When I say "rocked chain " I mean 1/3 of the tooth gone . Thats when I use the 4 1/2" grinder. You are saying your grinder can sharpen that in 4-8 secs! Man thats going to take some major pressure and heat, which in turn tempers that tooth to hardness where a file in the field could never touch it.And even if you could keep the heat down what kind of sharp ,durable edge are you going to have?

I know it sounds silly using a 4 1/2 grinder. As a faller I never had to use it ,every chain was hand filed from start to finished. One main saw and you looked after it. Since starting the tree service as an arborist ,now its many more saws,rocks and steel in the wood , I never cut steel in trees when I was logging in the wilds. I can now take a pile of rocked chains grind them all back to good chrome and then do my tried and tested hand filing.
Hand filing is talent not everyone can do unless they keep doing it and keep it up. I can round and chisel bit file equally well both ways ............. because I keep doing it and keep it up.
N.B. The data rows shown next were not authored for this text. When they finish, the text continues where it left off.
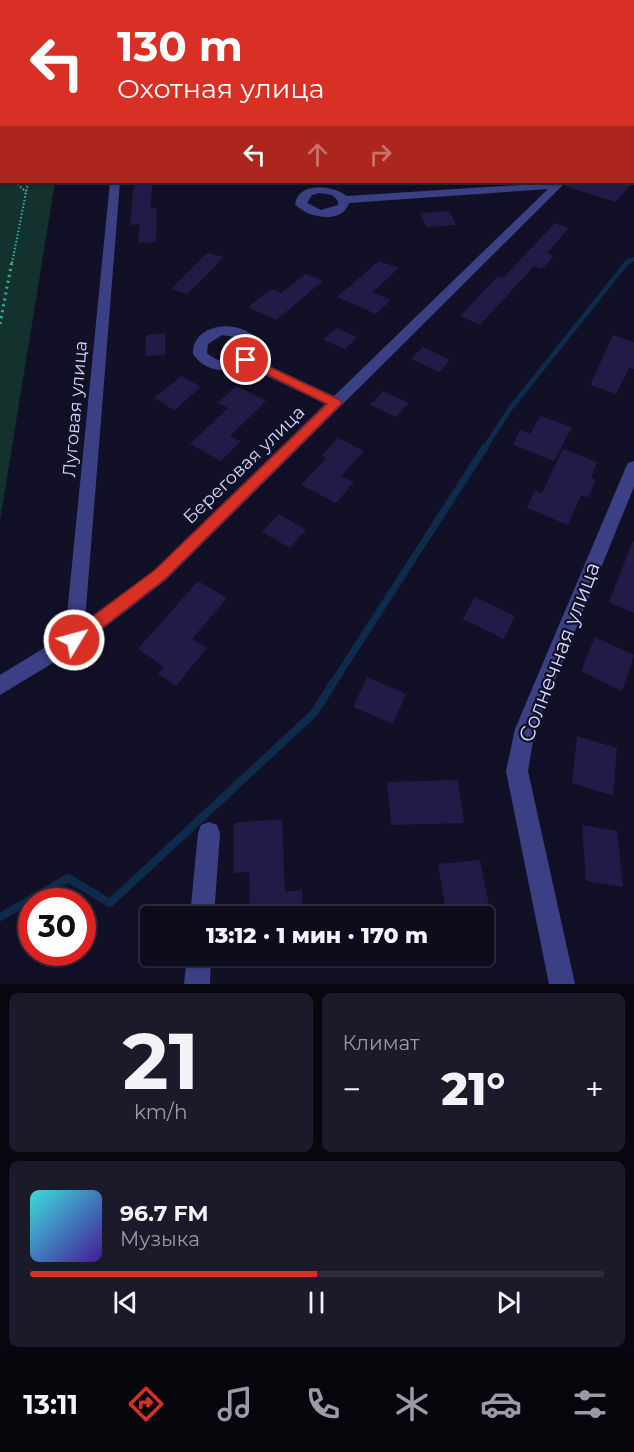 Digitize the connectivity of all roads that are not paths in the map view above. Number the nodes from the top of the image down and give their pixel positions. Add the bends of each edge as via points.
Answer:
1 (116, 183) edge
2 (559, 183) edge
3 (344, 200) dead end
4 (246, 360) dead end
5 (336, 403) junction
6 (634, 467) edge
7 (74, 640) junction
8 (0, 686) edge
9 (209, 833) dead end
10 (203, 906) edge
11 (198, 966) edge
12 (197, 984) edge
13 (562, 984) edge

1 - 7 street, Луговая улица
2 - 3 street
2 - 5 street, Береговая улица
4 - 5 street
5 - 7 street, Береговая улица via 160,575
6 - 13 street, Солнечная улица via 525,729 517,771
7 - 8 street, Береговая улица
9 - 10 street
11 - 12 street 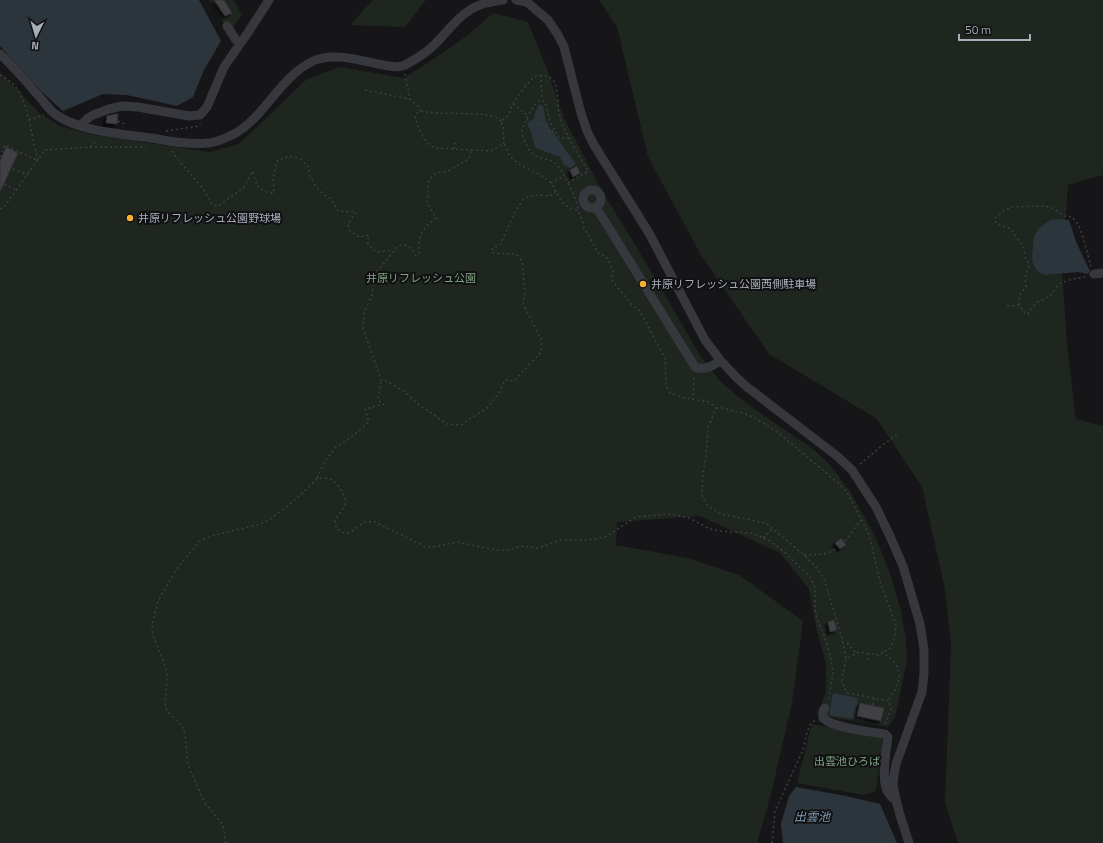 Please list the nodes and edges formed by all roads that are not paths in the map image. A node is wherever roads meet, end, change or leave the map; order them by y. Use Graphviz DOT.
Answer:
graph roads {
  1 [pos="269,0"];
  2 [pos="503,0"];
  3 [pos="516,0"];
  4 [pos="227,26"];
  5 [pos="236,40"];
  6 [pos="0,54"];
  7 [pos="83,126"];
  8 [pos="596,207"];
  9 [pos="721,361"];
  10 [pos="825,708"];
  11 [pos="896,800"];
  12 [pos="910,843"];
  1 -- 7 [label="street"];
  2 -- 7 [label="street"];
  3 -- 9 [label="street"];
  4 -- 5 [label="street"];
  6 -- 7 [label="street"];
  8 -- 9 [label="street"];
  9 -- 11 [label="street"];
  10 -- 11 [label="street"];
  11 -- 12 [label="street"];
} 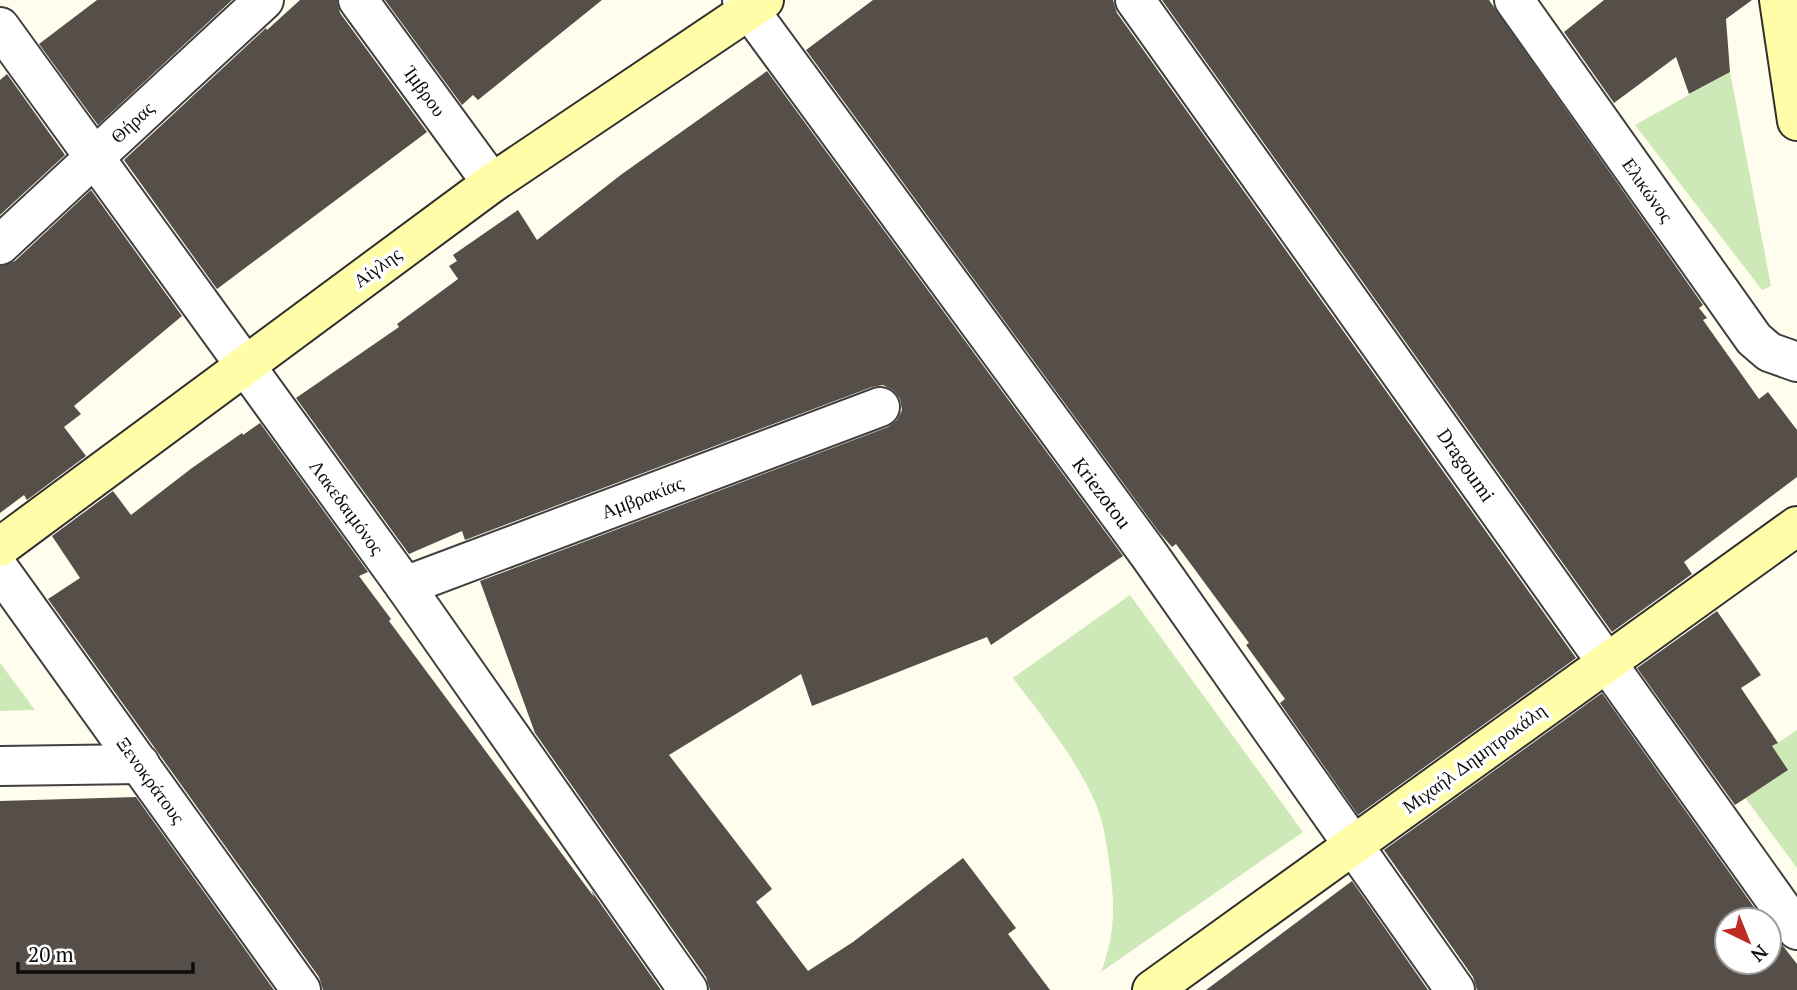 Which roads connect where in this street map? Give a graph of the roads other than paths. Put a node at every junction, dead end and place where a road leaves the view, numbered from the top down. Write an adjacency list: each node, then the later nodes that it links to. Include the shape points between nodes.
1 (264, 0): 9 (street, Θήρας)
2 (358, 0): 10 (street, Ίμβρου)
3 (1135, 0): 19 (street, Dragoumi)
4 (1514, 0): 12 (street, Ελικώνος, via 1754,339 1769,352)
5 (1779, 0): 8 (street)
6 (752, 3): 10 (street, Αίγλης); 22 (street, Kriezotou, via 1150,556)
7 (0, 27): 9 (street, Λακεδαιμόνος)
8 (1797, 121)
9 (94, 157): 11 (street, Θήρας); 13 (street, Λακεδαιμόνος)
10 (492, 183): 13 (street, Αίγλης)
11 (0, 245)
12 (1797, 362)
13 (243, 365): 16 (street, Αίγλης); 18 (street, Λακεδαιμόνος)
14 (880, 407): 18 (street, Αμβρακίας)
15 (1797, 526): 19 (street, Μιχαήλ Δημητροκάλη)
16 (0, 547)
17 (0, 570): 20 (street, Ξενοκράτους)
18 (405, 586): 25 (street, Λακεδαιμόνος)
19 (1606, 663): 22 (street, Μιχαήλ Δημητροκάλη); 23 (street, Dragoumi)
20 (140, 764): 21 (street); 24 (street, Ξενοκράτους)
21 (0, 766)
22 (1352, 846): 26 (street, Μιχαήλ Δημητροκάλη); 27 (street, Kriezotou)
23 (1797, 930)
24 (302, 990)
25 (688, 990)
26 (1152, 990)
27 (1455, 990) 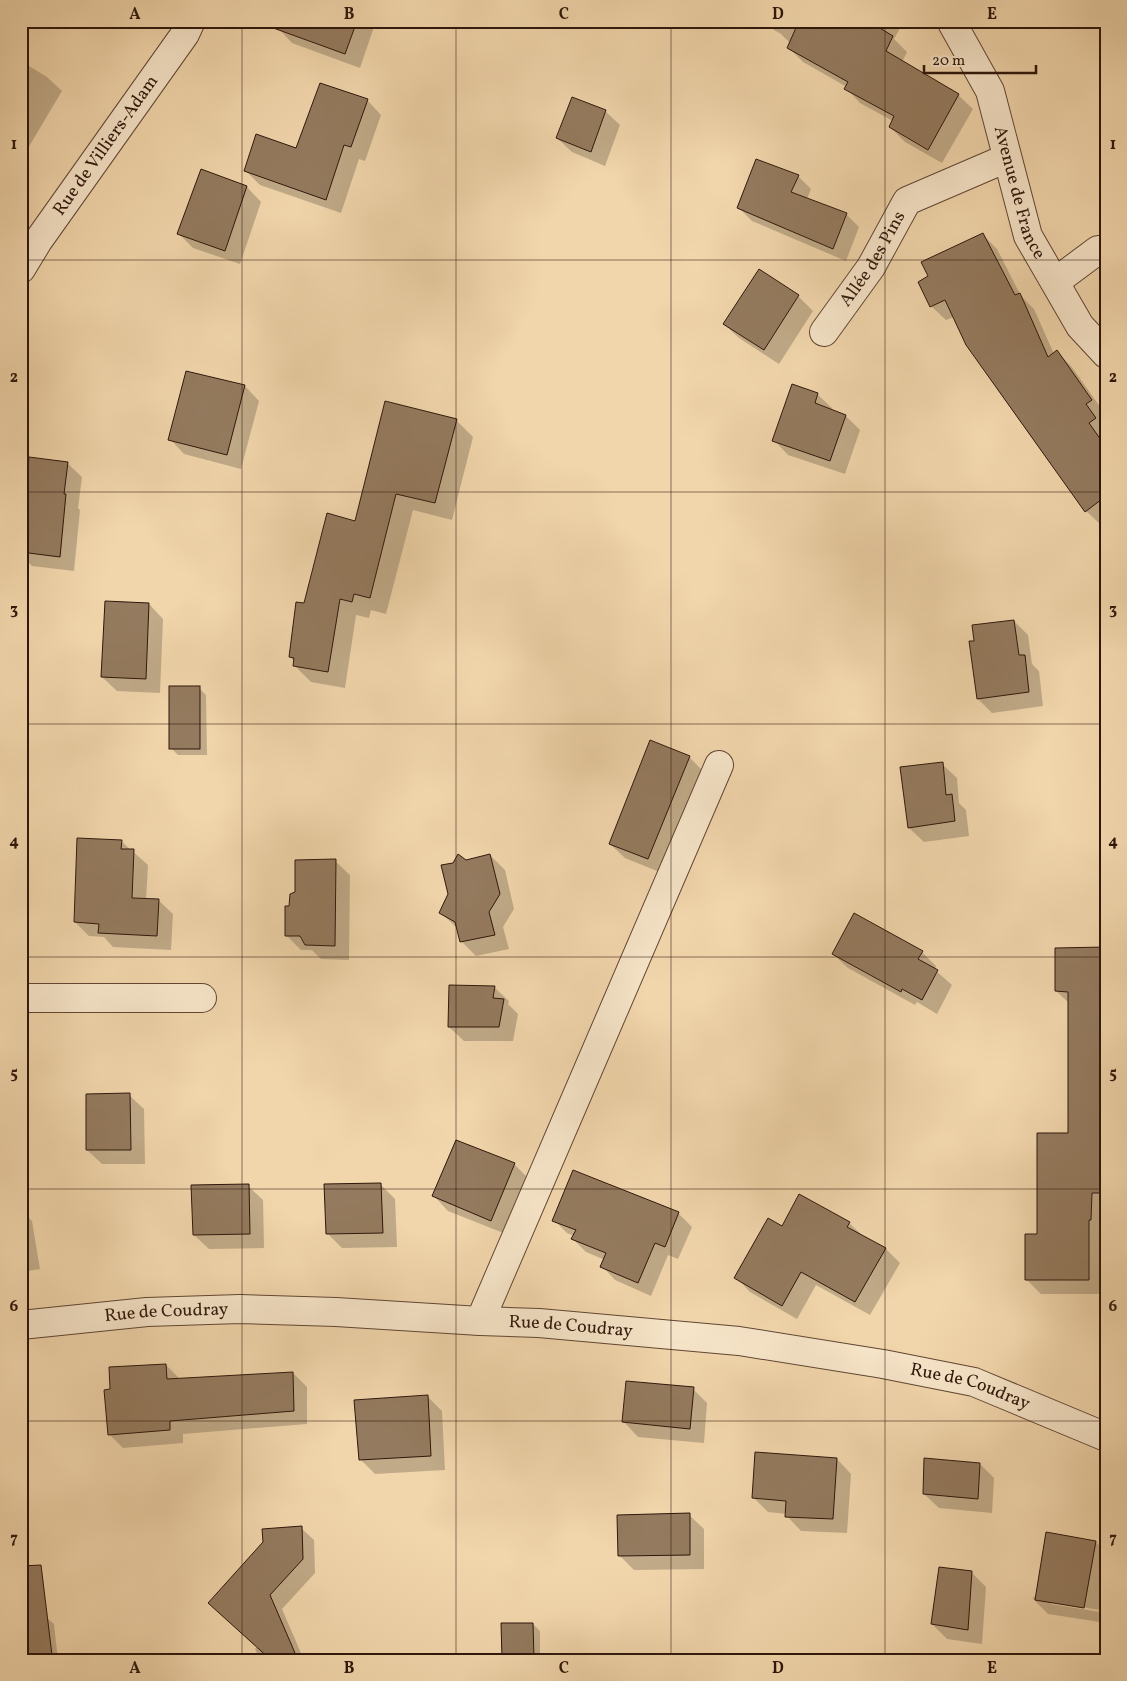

I modify sawchain for timbersport competition and a hand filed chisel bit tooth cuts more efficently and faster then a square ground tooth [ a file is flat and a grinding wheel is curved] A chisel cuts more efficently with a flat taper not a curved taper.

Hand filing is an art to be proud of . When you can feel the tooth as you file it you tend to understand it better, and in turn with enough practice you can do it with perfect accuracy and speed.